> _Problem to work on_:
Each line below containing the word "Right" needs to be shown.

> _Stored items from a collection_:
==================================================
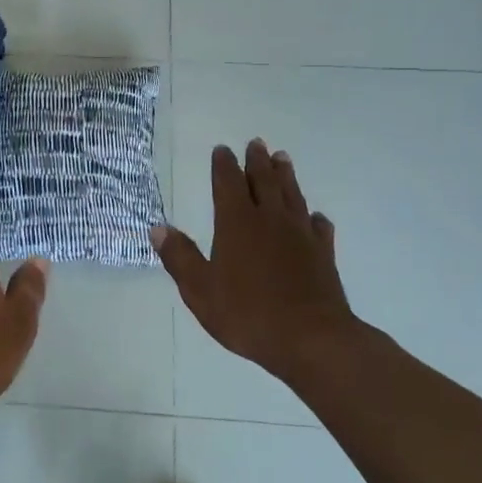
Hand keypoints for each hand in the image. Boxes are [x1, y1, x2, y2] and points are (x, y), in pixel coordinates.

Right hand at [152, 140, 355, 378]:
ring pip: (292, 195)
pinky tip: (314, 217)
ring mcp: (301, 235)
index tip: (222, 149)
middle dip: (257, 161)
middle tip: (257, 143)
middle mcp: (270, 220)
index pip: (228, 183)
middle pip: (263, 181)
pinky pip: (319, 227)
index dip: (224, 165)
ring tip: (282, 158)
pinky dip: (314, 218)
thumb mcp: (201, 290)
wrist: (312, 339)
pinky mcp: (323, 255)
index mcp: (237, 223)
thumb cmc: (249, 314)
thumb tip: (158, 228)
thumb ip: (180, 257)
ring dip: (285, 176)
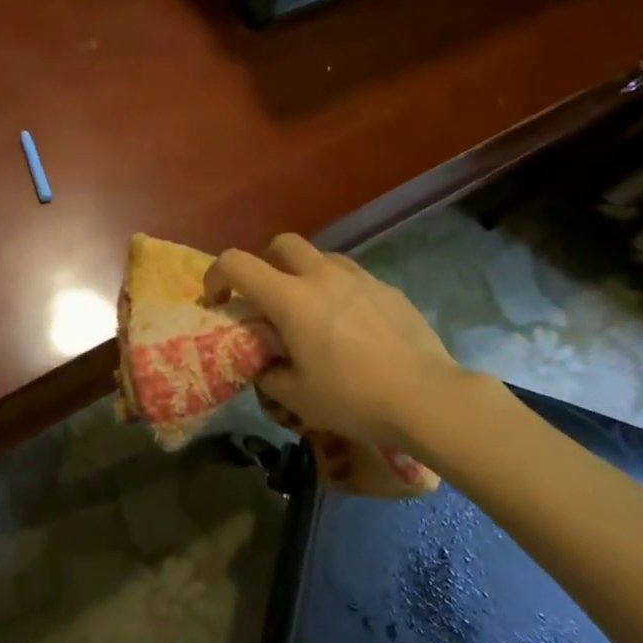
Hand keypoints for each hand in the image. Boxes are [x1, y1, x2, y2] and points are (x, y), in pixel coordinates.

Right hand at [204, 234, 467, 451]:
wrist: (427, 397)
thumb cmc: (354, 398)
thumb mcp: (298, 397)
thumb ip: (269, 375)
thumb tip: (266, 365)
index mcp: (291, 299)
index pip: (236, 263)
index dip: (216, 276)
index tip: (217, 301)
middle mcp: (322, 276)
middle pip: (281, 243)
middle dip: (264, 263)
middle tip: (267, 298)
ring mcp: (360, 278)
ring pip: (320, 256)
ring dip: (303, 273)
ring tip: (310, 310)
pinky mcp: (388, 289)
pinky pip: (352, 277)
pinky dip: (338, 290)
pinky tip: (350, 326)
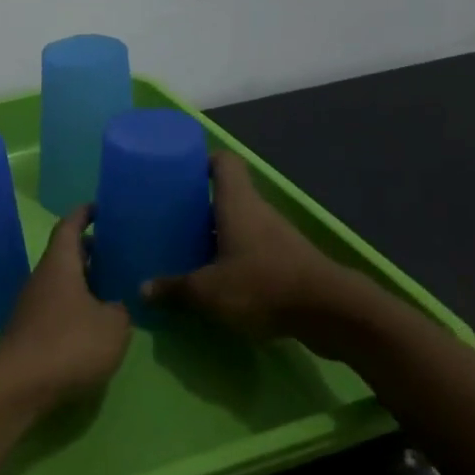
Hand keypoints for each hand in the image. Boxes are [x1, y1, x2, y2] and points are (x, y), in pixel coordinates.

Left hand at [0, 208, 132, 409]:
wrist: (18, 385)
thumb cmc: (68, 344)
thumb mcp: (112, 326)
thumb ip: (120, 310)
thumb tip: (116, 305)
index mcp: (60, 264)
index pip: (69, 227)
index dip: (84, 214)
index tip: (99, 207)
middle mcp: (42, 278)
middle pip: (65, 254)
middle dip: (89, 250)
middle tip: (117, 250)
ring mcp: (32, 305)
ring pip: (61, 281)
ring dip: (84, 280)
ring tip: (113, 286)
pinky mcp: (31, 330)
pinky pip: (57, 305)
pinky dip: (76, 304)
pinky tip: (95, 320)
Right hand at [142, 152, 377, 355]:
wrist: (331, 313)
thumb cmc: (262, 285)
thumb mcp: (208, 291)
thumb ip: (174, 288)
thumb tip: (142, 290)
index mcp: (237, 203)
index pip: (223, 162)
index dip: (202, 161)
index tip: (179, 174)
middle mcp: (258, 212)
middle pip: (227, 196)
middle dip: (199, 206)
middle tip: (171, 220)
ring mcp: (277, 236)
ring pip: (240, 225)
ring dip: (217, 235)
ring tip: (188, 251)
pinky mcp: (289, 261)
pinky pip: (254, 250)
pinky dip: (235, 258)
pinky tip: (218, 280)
==================================================
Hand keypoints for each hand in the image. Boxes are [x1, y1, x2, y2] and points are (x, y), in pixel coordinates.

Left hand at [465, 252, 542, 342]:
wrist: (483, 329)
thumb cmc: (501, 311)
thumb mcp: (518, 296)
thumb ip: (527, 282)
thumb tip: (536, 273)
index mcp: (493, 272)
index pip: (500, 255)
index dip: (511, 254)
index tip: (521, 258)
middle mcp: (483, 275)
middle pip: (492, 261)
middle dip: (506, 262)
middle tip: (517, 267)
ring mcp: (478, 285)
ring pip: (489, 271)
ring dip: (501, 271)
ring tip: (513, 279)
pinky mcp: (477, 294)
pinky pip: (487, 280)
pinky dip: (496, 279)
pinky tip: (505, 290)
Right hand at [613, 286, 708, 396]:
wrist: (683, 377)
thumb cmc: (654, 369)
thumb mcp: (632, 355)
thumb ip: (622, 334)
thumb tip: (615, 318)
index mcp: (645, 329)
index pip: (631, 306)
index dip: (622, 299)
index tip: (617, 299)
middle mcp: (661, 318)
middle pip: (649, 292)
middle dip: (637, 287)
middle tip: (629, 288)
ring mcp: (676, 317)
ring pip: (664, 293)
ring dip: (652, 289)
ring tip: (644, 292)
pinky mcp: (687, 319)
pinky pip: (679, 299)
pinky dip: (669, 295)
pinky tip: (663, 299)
==================================================
> _Written solution_:
Right hand at [152, 140, 355, 378]:
Right hand at [204, 234, 467, 451]:
Right hand at [142, 152, 377, 355]:
Right hand at [613, 286, 708, 396]:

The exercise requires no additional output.